■ PROBLEM DETAILS:
Your answer should be every line below that includes the word "roads".

====================

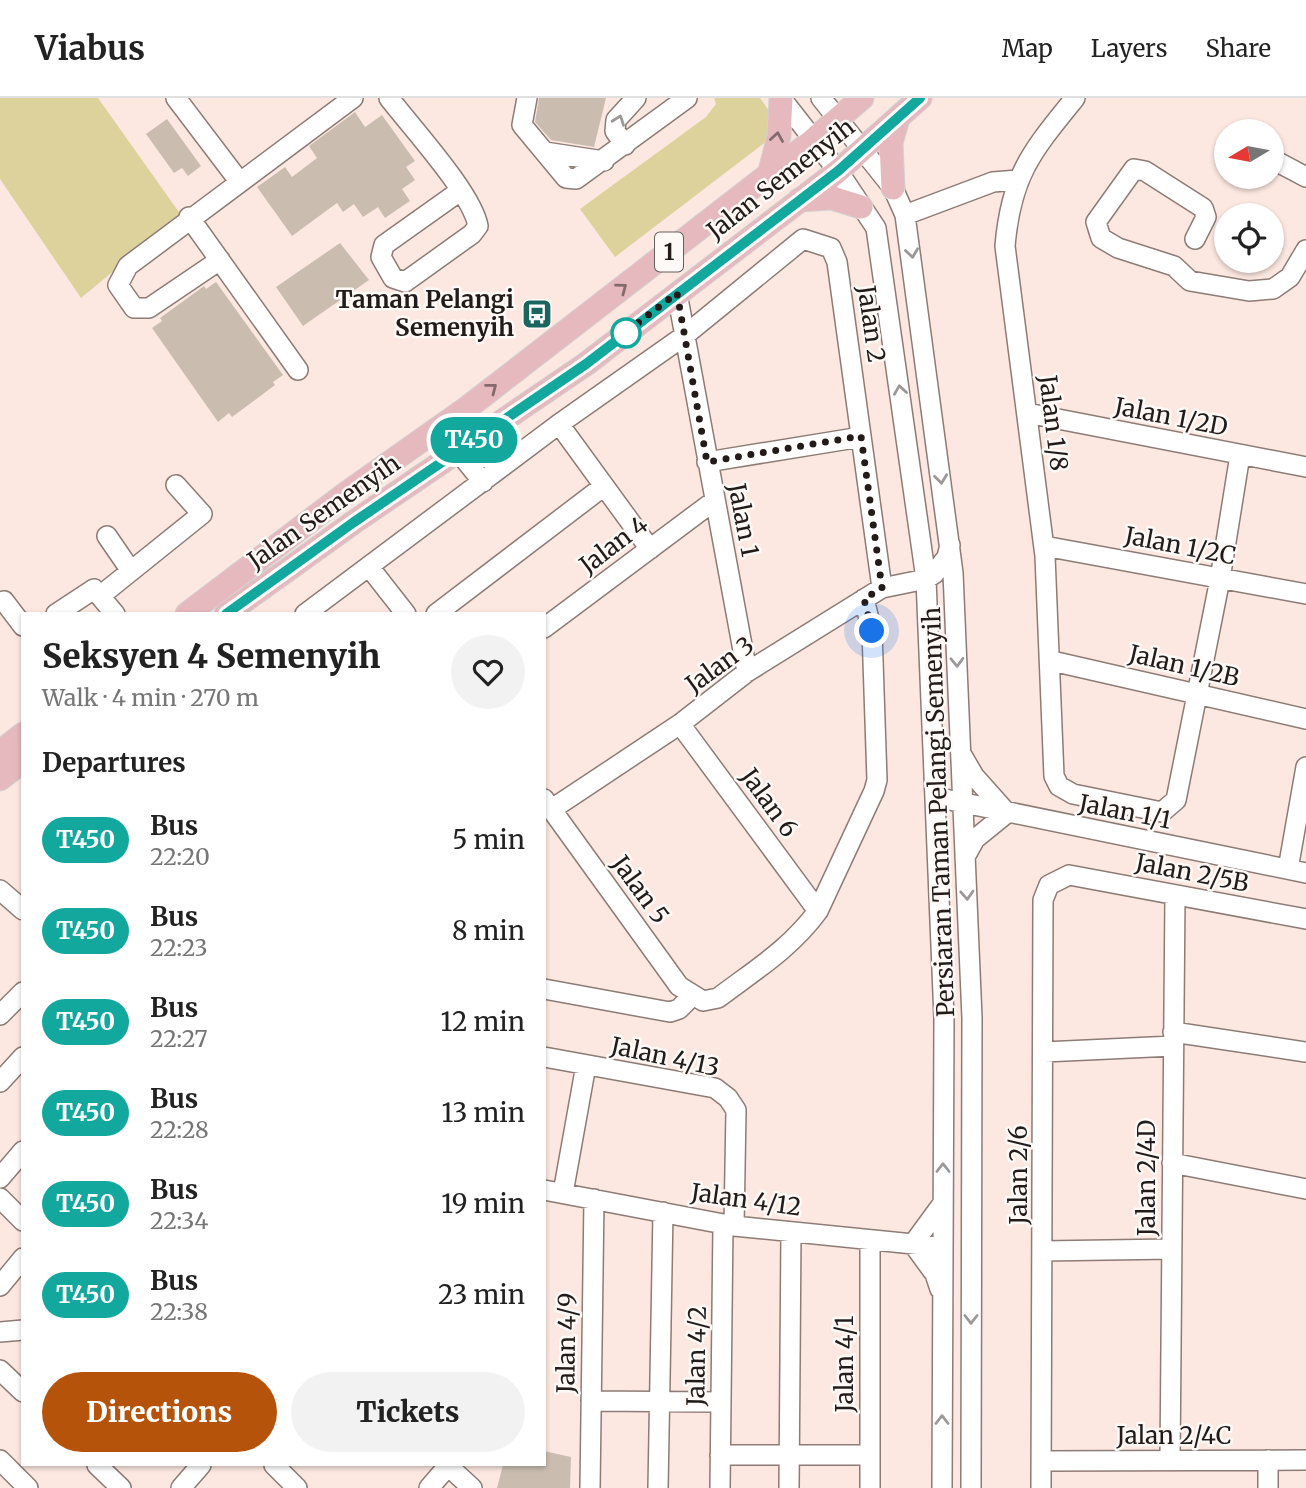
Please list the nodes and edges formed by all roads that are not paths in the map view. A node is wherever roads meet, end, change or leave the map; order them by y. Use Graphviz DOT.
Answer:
graph roads {
  1 [pos="177,98"];
  2 [pos="353,98"];
  3 [pos="390,98"];
  4 [pos="527,98"];
  5 [pos="636,98"];
  6 [pos="687,98"];
  7 [pos="781,98"];
  8 [pos="821,98"];
  9 [pos="862,98"];
  10 [pos="920,98"];
  11 [pos="1076,98"];
  12 [pos="839,118"];
  13 [pos="898,118"];
  14 [pos="812,141"];
  15 [pos="625,145"];
  16 [pos="863,149"];
  17 [pos="1284,165"];
  18 [pos="838,171"];
  19 [pos="769,175"];
  20 [pos="1306,177"];
  21 [pos="1018,180"];
  22 [pos="239,181"];
  23 [pos="893,188"];
  24 [pos="460,191"];
  25 [pos="799,200"];
  26 [pos="861,207"];
  27 [pos="905,215"];
  28 [pos="189,217"];
  29 [pos="1195,239"];
  30 [pos="1306,250"];
  31 [pos="220,260"];
  32 [pos="677,293"];
  33 [pos="684,336"];
  34 [pos="298,370"];
  35 [pos="1027,413"];
  36 [pos="559,424"];
  37 [pos="861,436"];
  38 [pos="458,451"];
  39 [pos="1240,455"];
  40 [pos="707,462"];
  41 [pos="1306,467"];
  42 [pos="483,482"];
  43 [pos="176,485"];
  44 [pos="604,486"];
  45 [pos="714,501"];
  46 [pos="107,536"];
  47 [pos="950,545"];
  48 [pos="1044,546"];
  49 [pos="650,549"];
  50 [pos="370,568"];
  51 [pos="131,571"];
  52 [pos="926,579"];
  53 [pos="1220,579"];
  54 [pos="882,588"];
  55 [pos="1306,594"];
  56 [pos="100,596"];
  57 [pos="864,599"];
  58 [pos="4,601"];
  59 [pos="59,612"];
  60 [pos="113,612"];
  61 [pos="190,612"];
  62 [pos="229,612"];
  63 [pos="308,612"];
  64 [pos="404,612"];
  65 [pos="439,612"];
  66 [pos="956,617"];
  67 [pos="21,622"];
  68 [pos="546,627"];
  69 [pos="1052,661"];
  70 [pos="747,672"];
  71 [pos="1198,694"];
  72 [pos="1306,719"];
  73 [pos="680,724"];
  74 [pos="21,735"];
  75 [pos="0,750"];
  76 [pos="961,753"];
  77 [pos="21,763"];
  78 [pos="1306,767"];
  79 [pos="0,779"];
  80 [pos="935,797"];
  81 [pos="963,803"];
  82 [pos="550,813"];
  83 [pos="1007,813"];
  84 [pos="965,857"];
  85 [pos="1297,871"];
  86 [pos="1069,875"];
  87 [pos="1175,896"];
  88 [pos="818,911"];
  89 [pos="1306,919"];
  90 [pos="546,989"];
  91 [pos="21,994"];
  92 [pos="698,999"];
  93 [pos="1,1012"];
  94 [pos="1173,1039"];
  95 [pos="1044,1052"];
  96 [pos="1306,1052"];
  97 [pos="546,1057"];
  98 [pos="21,1058"];
  99 [pos="586,1065"];
  100 [pos="0,1082"];
  101 [pos="21,1153"];
  102 [pos="1172,1163"];
  103 [pos="0,1178"];
  104 [pos="1306,1189"];
  105 [pos="554,1191"];
  106 [pos="0,1198"];
  107 [pos="594,1199"];
  108 [pos="943,1203"];
  109 [pos="972,1209"];
  110 [pos="663,1212"];
  111 [pos="21,1219"];
  112 [pos="729,1225"];
  113 [pos="791,1232"];
  114 [pos="870,1240"];
  115 [pos="913,1244"];
  116 [pos="943,1247"];
  117 [pos="1171,1249"];
  118 [pos="1043,1251"];
  119 [pos="21,1260"];
  120 [pos="0,1286"];
  121 [pos="971,1291"];
  122 [pos="943,1296"];
  123 [pos="21,1330"];
  124 [pos="0,1332"];
  125 [pos="0,1370"];
  126 [pos="21,1390"];
  127 [pos="591,1401"];
  128 [pos="659,1402"];
  129 [pos="721,1402"];
  130 [pos="720,1455"];
  131 [pos="789,1455"];
  132 [pos="870,1455"];
  133 [pos="0,1460"];
  134 [pos="1170,1460"];
  135 [pos="1268,1460"];
  136 [pos="1306,1460"];
  137 [pos="1041,1461"];
  138 [pos="98,1466"];
  139 [pos="200,1466"];
  140 [pos="275,1466"];
  141 [pos="447,1466"];
  142 [pos="449,1466"];
  143 [pos="28,1488"];
  144 [pos="121,1488"];
  145 [pos="181,1488"];
  146 [pos="297,1488"];
  147 [pos="429,1488"];
  148 [pos="471,1488"];
  149 [pos="590,1488"];
  150 [pos="658,1488"];
  151 [pos="720,1488"];
  152 [pos="789,1488"];
  153 [pos="870,1488"];
  154 [pos="942,1488"];
  155 [pos="971,1488"];
  156 [pos="1041,1488"];
  157 [pos="1269,1488"];
  1 -- 22 [label="street"];
  2 -- 22 [label="street"];
  3 -- 24 [label="street"];
  4 -- 15 [label="street"];
  15 -- 5 [label="street, one-way"];
  6 -- 15 [label="street"];
  7 -- 14 [label="street, Persiaran Taman Pelangi Semenyih"];
  19 -- 7 [label="main road, one-way"];
  8 -- 12 [label="street, Persiaran Taman Pelangi Semenyih"];
  9 -- 12 [label="main road, Jalan Semenyih / 1"];
  10 -- 13 [label="main road, Jalan Semenyih / 1"];
  11 -- 21 [label="street, Jalan 1/8"];
  12 -- 14 [label="main road, Jalan Semenyih / 1"];
  12 -- 16 [label="street, Persiaran Taman Pelangi Semenyih"];
  13 -- 16 [label="main road, Jalan Semenyih / 1"];
  13 -- 23 [label="main road"];
  14 -- 18 [label="street, Persiaran Taman Pelangi Semenyih"];
  14 -- 19 [label="main road, Jalan Semenyih / 1"];
  16 -- 18 [label="main road, Jalan Semenyih / 1"];
  16 -- 23 [label="street, Persiaran Taman Pelangi Semenyih"];
  17 -- 20 [label="street"];
  18 -- 25 [label="main road, Jalan Semenyih / 1"];
  18 -- 26 [label="street, Persiaran Taman Pelangi Semenyih"];
  61 -- 19 [label="main road, Jalan Semenyih / 1, one-way"];
  21 -- 27 [label="street"];
  21 -- 35 [label="street, Jalan 1/8"];
  22 -- 28 [label="street"];
  23 -- 27 [label="street, Persiaran Taman Pelangi Semenyih"];
  24 -- 24 [label="street"];
  25 -- 26 [label="main road"];
  25 -- 32 [label="main road, Jalan Semenyih / 1"];
  52 -- 26 [label="street, Persiaran Taman Pelangi Semenyih, one-way"];
  27 -- 47 [label="street, Persiaran Taman Pelangi Semenyih, one-way"];
  28 -- 31 [label="street"];
  28 -- 31 [label="street"];
  29 -- 30 [label="street"];
  31 -- 34 [label="street"];
  32 -- 33 [label="street, Jalan 1"];
  32 -- 38 [label="main road, Jalan Semenyih / 1"];
  33 -- 36 [label="street"];
  33 -- 37 [label="street, Jalan 2"];
  33 -- 40 [label="street, Jalan 1"];
  35 -- 39 [label="street, Jalan 1/2D"];
  35 -- 48 [label="street, Jalan 1/8"];
  36 -- 42 [label="street"];
  36 -- 44 [label="street"];
  37 -- 40 [label="street"];
  37 -- 54 [label="street, Jalan 2"];
  38 -- 42 [label="street"];
  38 -- 62 [label="main road, Jalan Semenyih / 1"];
  39 -- 41 [label="street, Jalan 1/2D"];
  39 -- 53 [label="street"];
  40 -- 45 [label="street, Jalan 1"];
  42 -- 50 [label="street"];
  43 -- 51 [label="street"];
  44 -- 49 [label="street"];
  44 -- 65 [label="street"];
  45 -- 49 [label="street, Jalan 4"];
  45 -- 70 [label="street, Jalan 1"];
  46 -- 51 [label="street"];
  47 -- 52 [label="street"];
  47 -- 66 [label="street, Persiaran Taman Pelangi Semenyih"];
  48 -- 53 [label="street, Jalan 1/2C"];
  48 -- 69 [label="street, Jalan 1/8"];
  49 -- 68 [label="street, Jalan 4"];
  50 -- 63 [label="street"];
  50 -- 64 [label="street"];
  51 -- 56 [label="street"];
  52 -- 54 [label="street, Jalan 3"];
  52 -- 66 [label="street"];
  52 -- 80 [label="street, Persiaran Taman Pelangi Semenyih"];
  53 -- 55 [label="street, Jalan 1/2C"];
  53 -- 71 [label="street"];
  54 -- 57 [label="street, Jalan 3"];
  56 -- 59 [label="street"];
  56 -- 60 [label="street"];
  57 -- 70 [label="street, Jalan 3"];
  57 -- 88 [label="street"];
  58 -- 67 [label="street"];
  66 -- 76 [label="street, Persiaran Taman Pelangi Semenyih, one-way"];
  69 -- 71 [label="street, Jalan 1/2B"];
  69 -- 71 [label="street, Jalan 1/8"];
  70 -- 73 [label="street, Jalan 3"];
  71 -- 72 [label="street, Jalan 1/2B"];
  73 -- 82 [label="street, Jalan 3"];
  73 -- 88 [label="street, Jalan 6"];
  74 -- 75 [label="main road"];
  76 -- 81 [label="street, Persiaran Taman Pelangi Semenyih"];
  76 -- 83 [label="street"];
  77 -- 79 [label="main road"];
  78 -- 85 [label="street"];
  80 -- 81 [label="street, Jalan 1/1"];
  108 -- 80 [label="street, Persiaran Taman Pelangi Semenyih, one-way"];
  81 -- 83 [label="street, Jalan 1/1"];
  81 -- 84 [label="street, Persiaran Taman Pelangi Semenyih"];
  82 -- 92 [label="street, Jalan 5"];
  83 -- 84 [label="street"];
  83 -- 85 [label="street, Jalan 1/1"];
  84 -- 109 [label="street, Persiaran Taman Pelangi Semenyih, one-way"];
  86 -- 87 [label="street, Jalan 2/5B"];
  86 -- 95 [label="street, Jalan 2/6"];
  87 -- 89 [label="street, Jalan 2/5B"];
  87 -- 94 [label="street, Jalan 2/4D"];
  88 -- 92 [label="street"];
  90 -- 92 [label="street"];
  91 -- 93 [label="street"];
  94 -- 95 [label="street"];
  94 -- 96 [label="street"];
  94 -- 102 [label="street, Jalan 2/4D"];
  95 -- 118 [label="street, Jalan 2/6"];
  97 -- 99 [label="street, Jalan 4/13"];
  98 -- 100 [label="street"];
  99 -- 105 [label="street"];
  99 -- 112 [label="street, Jalan 4/13"];
  101 -- 103 [label="street"];
  102 -- 104 [label="street"];
  102 -- 117 [label="street, Jalan 2/4D"];
  105 -- 107 [label="street, Jalan 4/12"];
  106 -- 111 [label="street"];
  107 -- 110 [label="street, Jalan 4/12"];
  107 -- 127 [label="street, Jalan 4/9"];
  108 -- 115 [label="street"];
  108 -- 116 [label="street, Persiaran Taman Pelangi Semenyih"];
  109 -- 116 [label="street"];
  109 -- 121 [label="street, Persiaran Taman Pelangi Semenyih"];
  110 -- 112 [label="street, Jalan 4/12"];
  110 -- 128 [label="street"];
  112 -- 113 [label="street, Jalan 4/12"];
  112 -- 129 [label="street, Jalan 4/2"];
  113 -- 114 [label="street, Jalan 4/12"];
  113 -- 131 [label="street"];
  114 -- 115 [label="street, Jalan 4/12"];
  114 -- 132 [label="street, Jalan 4/1"];
  115 -- 116 [label="street, Jalan 4/12"];
  115 -- 122 [label="street"];
  116 -- 121 [label="street"];
  116 -- 122 [label="street, Persiaran Taman Pelangi Semenyih"];
  117 -- 118 [label="street"];
  117 -- 134 [label="street, Jalan 2/4D"];
  118 -- 137 [label="street, Jalan 2/6"];
  119 -- 120 [label="street"];
  121 -- 155 [label="street, Persiaran Taman Pelangi Semenyih, one-way"];
  154 -- 122 [label="street, Persiaran Taman Pelangi Semenyih, one-way"];
  123 -- 124 [label="street"];
  125 -- 126 [label="street"];
  127 -- 128 [label="street"];
  127 -- 149 [label="street, Jalan 4/9"];
  128 -- 129 [label="street"];
  128 -- 150 [label="street"];
  129 -- 130 [label="street, Jalan 4/2"];
  130 -- 131 [label="street"];
  130 -- 151 [label="street, Jalan 4/2"];
  131 -- 132 [label="street"];
  131 -- 152 [label="street"];
  132 -- 153 [label="street, Jalan 4/1"];
  133 -- 143 [label="street"];
  134 -- 135 [label="street, Jalan 2/4C"];
  134 -- 137 [label="street, Jalan 2/4C"];
  135 -- 136 [label="street, Jalan 2/4C"];
  135 -- 157 [label="street"];
  137 -- 156 [label="street, Jalan 2/6"];
  138 -- 144 [label="street"];
  139 -- 145 [label="street"];
  140 -- 146 [label="street"];
  141 -- 147 [label="street"];
  142 -- 148 [label="street"];
}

====================

■ OUTPUT OF THE TASK:
Please list the nodes and edges formed by all roads that are not paths in the map view. A node is wherever roads meet, end, change or leave the map; order them by y. Use Graphviz DOT.
graph roads {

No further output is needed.